=== DATA ===

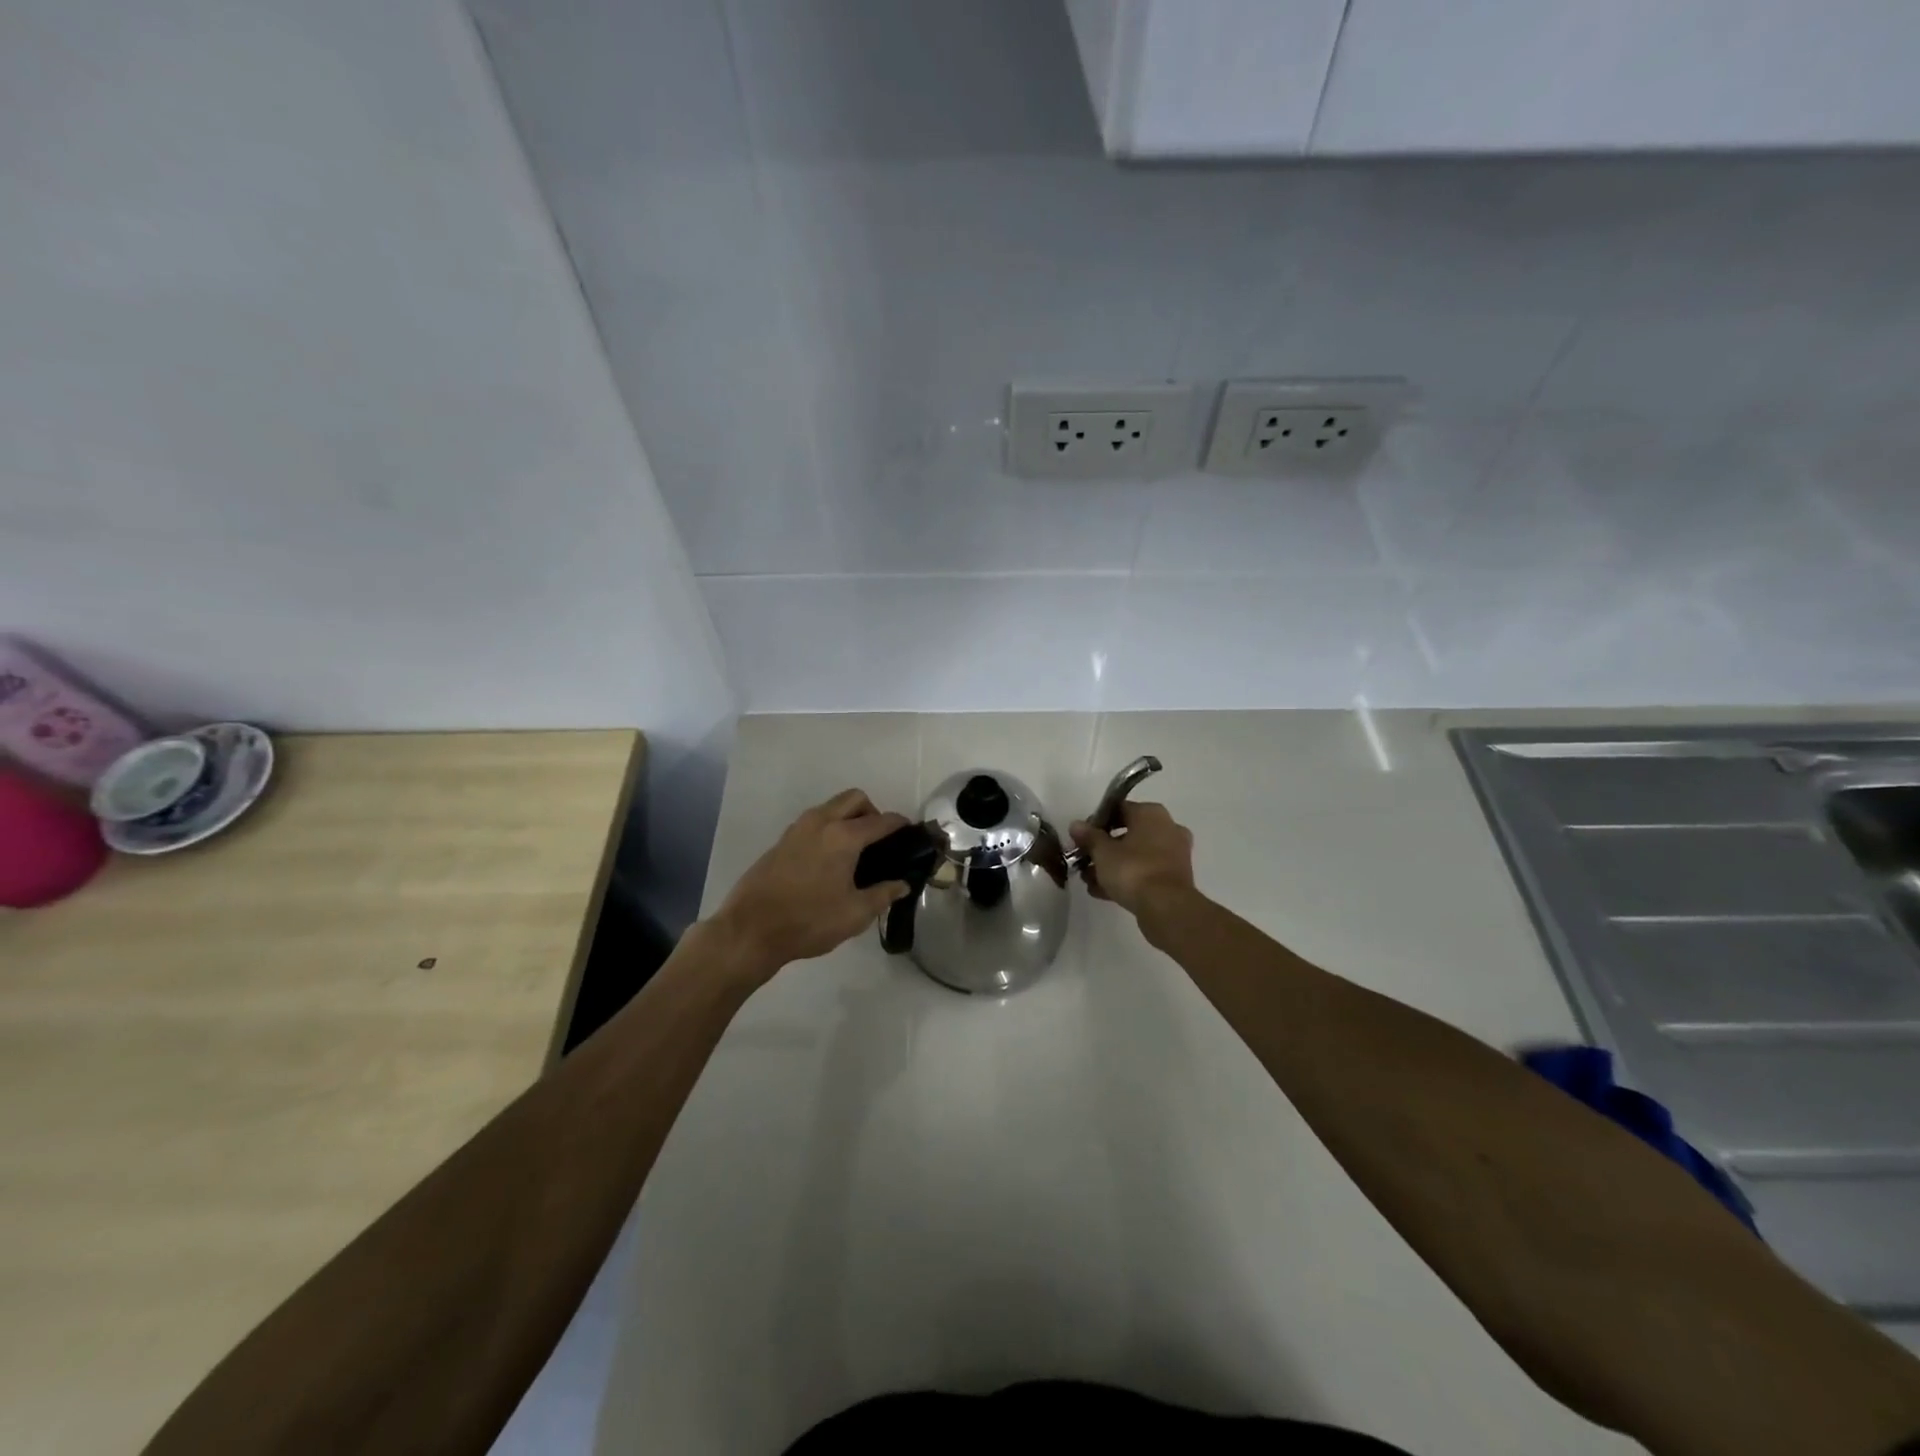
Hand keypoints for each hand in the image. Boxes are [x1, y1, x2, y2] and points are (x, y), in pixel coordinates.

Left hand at [707, 788, 911, 982]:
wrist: (750, 930)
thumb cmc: (809, 921)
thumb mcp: (855, 914)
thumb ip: (883, 895)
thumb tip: (901, 884)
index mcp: (844, 836)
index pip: (882, 820)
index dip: (900, 825)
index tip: (910, 835)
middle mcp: (821, 822)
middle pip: (855, 799)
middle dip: (873, 812)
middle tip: (879, 842)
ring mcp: (797, 829)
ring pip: (831, 807)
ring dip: (848, 818)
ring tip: (855, 852)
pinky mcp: (782, 841)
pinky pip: (814, 822)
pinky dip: (828, 829)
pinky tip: (829, 861)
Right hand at [1069, 800, 1194, 915]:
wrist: (1165, 907)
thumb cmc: (1132, 869)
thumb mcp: (1102, 851)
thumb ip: (1089, 836)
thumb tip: (1076, 825)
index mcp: (1151, 814)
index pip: (1119, 809)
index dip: (1097, 822)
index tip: (1081, 838)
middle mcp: (1167, 828)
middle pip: (1128, 833)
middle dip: (1104, 848)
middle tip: (1084, 860)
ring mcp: (1174, 854)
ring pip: (1136, 855)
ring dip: (1112, 865)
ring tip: (1089, 880)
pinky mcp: (1175, 878)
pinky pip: (1145, 872)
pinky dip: (1126, 878)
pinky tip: (1102, 892)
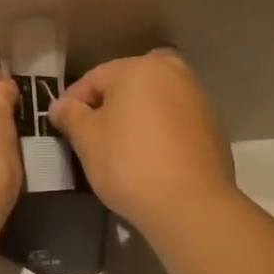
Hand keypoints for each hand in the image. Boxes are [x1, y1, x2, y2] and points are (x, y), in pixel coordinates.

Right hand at [48, 49, 234, 229]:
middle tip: (92, 132)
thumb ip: (70, 115)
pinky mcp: (213, 126)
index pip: (94, 78)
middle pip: (128, 83)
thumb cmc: (130, 163)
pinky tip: (150, 156)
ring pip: (154, 99)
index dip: (73, 101)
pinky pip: (174, 119)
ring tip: (121, 145)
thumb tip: (60, 106)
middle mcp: (173, 73)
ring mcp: (198, 98)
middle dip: (108, 103)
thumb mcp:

===

# WHAT YOU HAVE TO DO
Which of the lines above include the string "index"? Pick them out and copy them.

# REPLY TO THE EXERCISE
index mcp: (844, 836)
index pip: (882, 820)
index dip: (900, 825)
index tip: (910, 835)
index mcp: (1151, 814)
index pip: (1119, 809)
index dip: (1097, 822)
index tip: (1081, 838)
index pip: (94, 78)
index dip: (73, 101)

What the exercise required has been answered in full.